«El agobio inicial dio lugar a un sentimiento más transparente: el de cuánta falta nos había hecho la calle»
Publicado en: The Objective
Por: Andrés Miguel Rondón
No sabíamos si era a las ocho o las nueve, si había, quizás, que ponerse mascarillas, o zapatillas de correr, o guantes; si había que caminar en fila o de lado, si el pretexto debía ser puntual o peregrino; si había que guardar silencio, bajar con miedo, con respeto o con felicidad. Pero pronto lo averiguamos. Sonaron las ocho. Y bajamos.

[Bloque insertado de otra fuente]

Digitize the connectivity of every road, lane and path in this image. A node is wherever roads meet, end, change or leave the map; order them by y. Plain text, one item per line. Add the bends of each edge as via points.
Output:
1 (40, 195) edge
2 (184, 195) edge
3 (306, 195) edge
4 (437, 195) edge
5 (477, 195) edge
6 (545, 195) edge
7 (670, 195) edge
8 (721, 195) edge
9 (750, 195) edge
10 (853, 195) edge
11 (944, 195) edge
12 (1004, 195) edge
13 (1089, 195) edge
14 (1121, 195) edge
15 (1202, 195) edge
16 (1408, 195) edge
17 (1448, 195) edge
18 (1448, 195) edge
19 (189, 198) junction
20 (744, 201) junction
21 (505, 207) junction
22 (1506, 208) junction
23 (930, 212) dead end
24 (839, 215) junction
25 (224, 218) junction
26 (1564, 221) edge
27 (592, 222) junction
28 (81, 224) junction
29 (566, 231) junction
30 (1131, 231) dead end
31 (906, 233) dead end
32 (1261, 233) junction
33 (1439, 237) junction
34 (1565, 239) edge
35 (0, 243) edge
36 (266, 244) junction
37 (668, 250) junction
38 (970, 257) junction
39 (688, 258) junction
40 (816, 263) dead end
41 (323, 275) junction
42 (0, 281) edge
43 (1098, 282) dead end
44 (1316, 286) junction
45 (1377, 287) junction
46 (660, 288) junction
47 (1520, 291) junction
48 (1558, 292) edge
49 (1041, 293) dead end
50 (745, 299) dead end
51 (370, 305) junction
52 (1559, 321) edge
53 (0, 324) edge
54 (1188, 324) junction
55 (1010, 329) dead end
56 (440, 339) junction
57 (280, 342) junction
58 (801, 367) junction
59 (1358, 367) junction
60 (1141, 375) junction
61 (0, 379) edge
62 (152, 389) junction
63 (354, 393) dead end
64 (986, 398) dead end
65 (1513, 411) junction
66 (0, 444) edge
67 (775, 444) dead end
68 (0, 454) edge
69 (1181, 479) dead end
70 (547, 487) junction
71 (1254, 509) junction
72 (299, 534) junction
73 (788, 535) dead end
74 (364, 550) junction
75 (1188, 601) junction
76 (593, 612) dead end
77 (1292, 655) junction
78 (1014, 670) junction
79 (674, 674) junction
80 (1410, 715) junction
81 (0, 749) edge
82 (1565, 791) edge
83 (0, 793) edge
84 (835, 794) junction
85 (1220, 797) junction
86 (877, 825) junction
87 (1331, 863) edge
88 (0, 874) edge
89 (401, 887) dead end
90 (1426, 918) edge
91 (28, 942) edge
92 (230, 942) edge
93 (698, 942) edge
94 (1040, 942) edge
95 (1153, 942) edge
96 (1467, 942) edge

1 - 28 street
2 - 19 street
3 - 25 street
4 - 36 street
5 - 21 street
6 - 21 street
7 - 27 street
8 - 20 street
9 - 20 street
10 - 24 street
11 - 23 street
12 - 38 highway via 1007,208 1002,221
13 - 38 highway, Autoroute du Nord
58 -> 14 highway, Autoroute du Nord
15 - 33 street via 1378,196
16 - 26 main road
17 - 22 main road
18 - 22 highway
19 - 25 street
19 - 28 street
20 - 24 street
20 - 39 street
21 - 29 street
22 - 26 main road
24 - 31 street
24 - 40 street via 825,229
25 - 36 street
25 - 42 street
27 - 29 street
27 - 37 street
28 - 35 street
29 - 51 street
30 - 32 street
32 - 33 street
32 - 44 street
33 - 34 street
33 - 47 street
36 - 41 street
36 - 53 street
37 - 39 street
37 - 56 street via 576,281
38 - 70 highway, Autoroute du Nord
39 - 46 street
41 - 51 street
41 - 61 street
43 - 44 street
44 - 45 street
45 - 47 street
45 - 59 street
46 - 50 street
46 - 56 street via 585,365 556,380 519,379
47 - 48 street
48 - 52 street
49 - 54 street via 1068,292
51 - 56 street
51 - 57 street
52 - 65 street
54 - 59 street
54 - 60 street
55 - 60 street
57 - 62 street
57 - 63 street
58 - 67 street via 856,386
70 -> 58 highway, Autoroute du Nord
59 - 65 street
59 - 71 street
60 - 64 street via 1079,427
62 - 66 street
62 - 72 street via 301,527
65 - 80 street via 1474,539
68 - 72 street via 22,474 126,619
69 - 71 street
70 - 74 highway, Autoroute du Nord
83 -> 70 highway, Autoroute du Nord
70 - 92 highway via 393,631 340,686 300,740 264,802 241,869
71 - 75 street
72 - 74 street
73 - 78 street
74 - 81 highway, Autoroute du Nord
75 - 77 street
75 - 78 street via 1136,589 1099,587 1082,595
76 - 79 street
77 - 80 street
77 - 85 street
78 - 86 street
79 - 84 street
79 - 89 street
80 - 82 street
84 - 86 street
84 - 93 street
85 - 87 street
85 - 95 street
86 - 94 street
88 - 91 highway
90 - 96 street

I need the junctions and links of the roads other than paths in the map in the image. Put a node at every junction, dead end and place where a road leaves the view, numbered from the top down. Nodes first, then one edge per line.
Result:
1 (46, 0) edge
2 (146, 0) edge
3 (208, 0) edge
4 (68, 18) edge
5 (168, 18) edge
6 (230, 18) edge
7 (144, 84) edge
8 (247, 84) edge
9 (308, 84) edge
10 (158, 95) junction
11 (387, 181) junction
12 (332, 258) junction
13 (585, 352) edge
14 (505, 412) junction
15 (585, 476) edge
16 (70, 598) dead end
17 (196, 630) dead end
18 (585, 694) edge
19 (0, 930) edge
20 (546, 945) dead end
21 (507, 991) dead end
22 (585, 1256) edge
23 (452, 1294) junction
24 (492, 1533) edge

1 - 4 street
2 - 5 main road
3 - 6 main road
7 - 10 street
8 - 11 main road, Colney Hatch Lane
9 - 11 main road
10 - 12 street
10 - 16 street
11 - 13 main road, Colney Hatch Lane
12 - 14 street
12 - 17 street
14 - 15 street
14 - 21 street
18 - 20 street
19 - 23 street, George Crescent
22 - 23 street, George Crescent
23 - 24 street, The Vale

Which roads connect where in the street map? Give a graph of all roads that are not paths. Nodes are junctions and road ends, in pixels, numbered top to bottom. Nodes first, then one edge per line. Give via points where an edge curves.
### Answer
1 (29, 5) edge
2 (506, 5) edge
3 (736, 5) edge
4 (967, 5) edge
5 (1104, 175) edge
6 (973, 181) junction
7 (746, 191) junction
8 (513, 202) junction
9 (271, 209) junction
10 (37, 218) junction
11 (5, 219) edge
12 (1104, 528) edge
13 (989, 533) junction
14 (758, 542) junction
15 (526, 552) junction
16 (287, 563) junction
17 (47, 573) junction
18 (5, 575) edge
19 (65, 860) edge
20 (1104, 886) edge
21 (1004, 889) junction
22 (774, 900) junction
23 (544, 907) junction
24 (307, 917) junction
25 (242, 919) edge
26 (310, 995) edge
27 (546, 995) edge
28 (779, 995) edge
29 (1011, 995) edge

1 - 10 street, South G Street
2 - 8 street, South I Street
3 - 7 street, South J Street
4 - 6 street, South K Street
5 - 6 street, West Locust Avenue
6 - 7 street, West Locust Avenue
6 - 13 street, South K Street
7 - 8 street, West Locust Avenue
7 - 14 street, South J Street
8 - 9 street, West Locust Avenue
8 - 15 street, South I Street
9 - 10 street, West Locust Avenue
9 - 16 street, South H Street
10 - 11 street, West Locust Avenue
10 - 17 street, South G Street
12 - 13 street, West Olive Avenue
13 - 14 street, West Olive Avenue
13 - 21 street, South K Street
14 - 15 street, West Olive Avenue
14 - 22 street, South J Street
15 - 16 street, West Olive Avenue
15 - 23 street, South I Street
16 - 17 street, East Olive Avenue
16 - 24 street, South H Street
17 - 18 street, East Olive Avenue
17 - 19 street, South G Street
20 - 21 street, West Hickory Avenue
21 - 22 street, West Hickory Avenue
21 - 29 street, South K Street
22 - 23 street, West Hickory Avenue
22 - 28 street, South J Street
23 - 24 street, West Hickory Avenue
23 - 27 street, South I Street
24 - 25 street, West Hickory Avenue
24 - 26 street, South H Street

La calle se estaba llenando de gente. Gente que caminaba despacio, con la mascarilla bien sujeta, intentando ser lo más obediente posible. En la acera contraria, una pareja mayor paseaba, después de mucho tiempo, agarrada de la mano. Tímida, con un leve sentimiento de culpa, como quien no sabe si se ha leído bien las instrucciones.
Nosotros, que lo mismo hacíamos, al poco tiempo nos dimos cuenta de que la democracia del barrio volvía a dar signos de vida. Un clemente marujeo pululaba en el aire, soltando, entre los reojos de los andábamos por la acera, un primer decreto: se podía caminar verdaderamente acompañado. Es decir, de lado y de la mano. Guardando distancias, como quien no quiere la cosa, con esa discreta travesura tan típica de los madrileños, se podía –en fin, y a toda ley— pasear.
Llegamos a la plaza Olavide, aún más llena de gente. Gente corriendo por donde antes pasaron los carros. Gente hablando en prudentes triángulos. Gente haciendo incrédulas fotos con el móvil. Una señora mayor, con sus guantes bien apretados por viejas ligas de pelo, y la mascarilla más profesional de la verbena, paseaba un perro más alegre de lo habitual. Asustada, pero firme ante tal espectáculo de vida, dejó que las cosas fueran, y pasaran. Sería la muerte asunto de otro día.
Nos sentamos en un banco. Era una tarde perfecta. Al fondo, desde un balcón lejano retumbaba un reggaetón. El cielo estaba colmado de pájaros que, en su cursilería habitual, parecían contentos de vernos regresar. Así, el agobio inicial dio lugar a un sentimiento más transparente: el de cuánta falta nos había hecho la calle. No dábamos crédito: se nos había olvidado que era abril.
Algunas personas miraban con reproche la innegable jovialidad que transpiraba en la plaza y hacían fotos como queriendo señalar su crítica. Quizás no en las redes, pero aquí eran minoría. El consenso en el barrio era claro: se podía ser feliz.
Regresamos a casa por Cardenal Cisneros, Sagasta y Alonso Martínez. En cada esquina se repetía lo misma: ventanas con música, balcones con banderines, peatones que bailaban caminando con un pícaro que-dirán de insolencia y alegría. En menos de una hora, los ciudadanos habíamos reconquistado la calle. Y no había fuerza estatal que pudiera contener todo lo que llevábamos dentro tras casi siete semanas de cuarentena.
Llegando a casa nos pillaron las cacerolas. Eran las nueve y cada balcón afinaba su instrumento. Mis oídos venezolanos supieron distinguir las cucharas de palo, las paelleras, las ollas inmensas y barítonas. Le daban bien duro, llevadas por la emoción y por el conocimiento de tener, por primera vez en mucho tiempo, audiencia. Así, en la cacofonía de una tarde insólita, la democracia del barrio soltaba un último decreto: hasta aquí. Solo nos queda el cansancio y la venganza y la victoria.
Antes de subir, me fijé en una ilustre señora que aplaudía a los que caceloreaban desde el edificio del antiguo Café Santander. Mal vestida para la ocasión, pero airosa de todas formas, una madrileña tan altiva e imparable como cualquiera, les gritaba: “¡Que sí, hombre, que sí! ¡Que queremos tests! ¡Que queremos ser libres, cojones!”. Mostraba lágrimas de rabia y alegría.
La ciudad, entre los ecos de sus cacerolas, y los desmanes de sus peatones, terminaba ya de despojar los pocos retajos que quedaban de su encierro. Y yo, con una sonrisa inocultable, daba fin al paseo más glorioso de mi vida.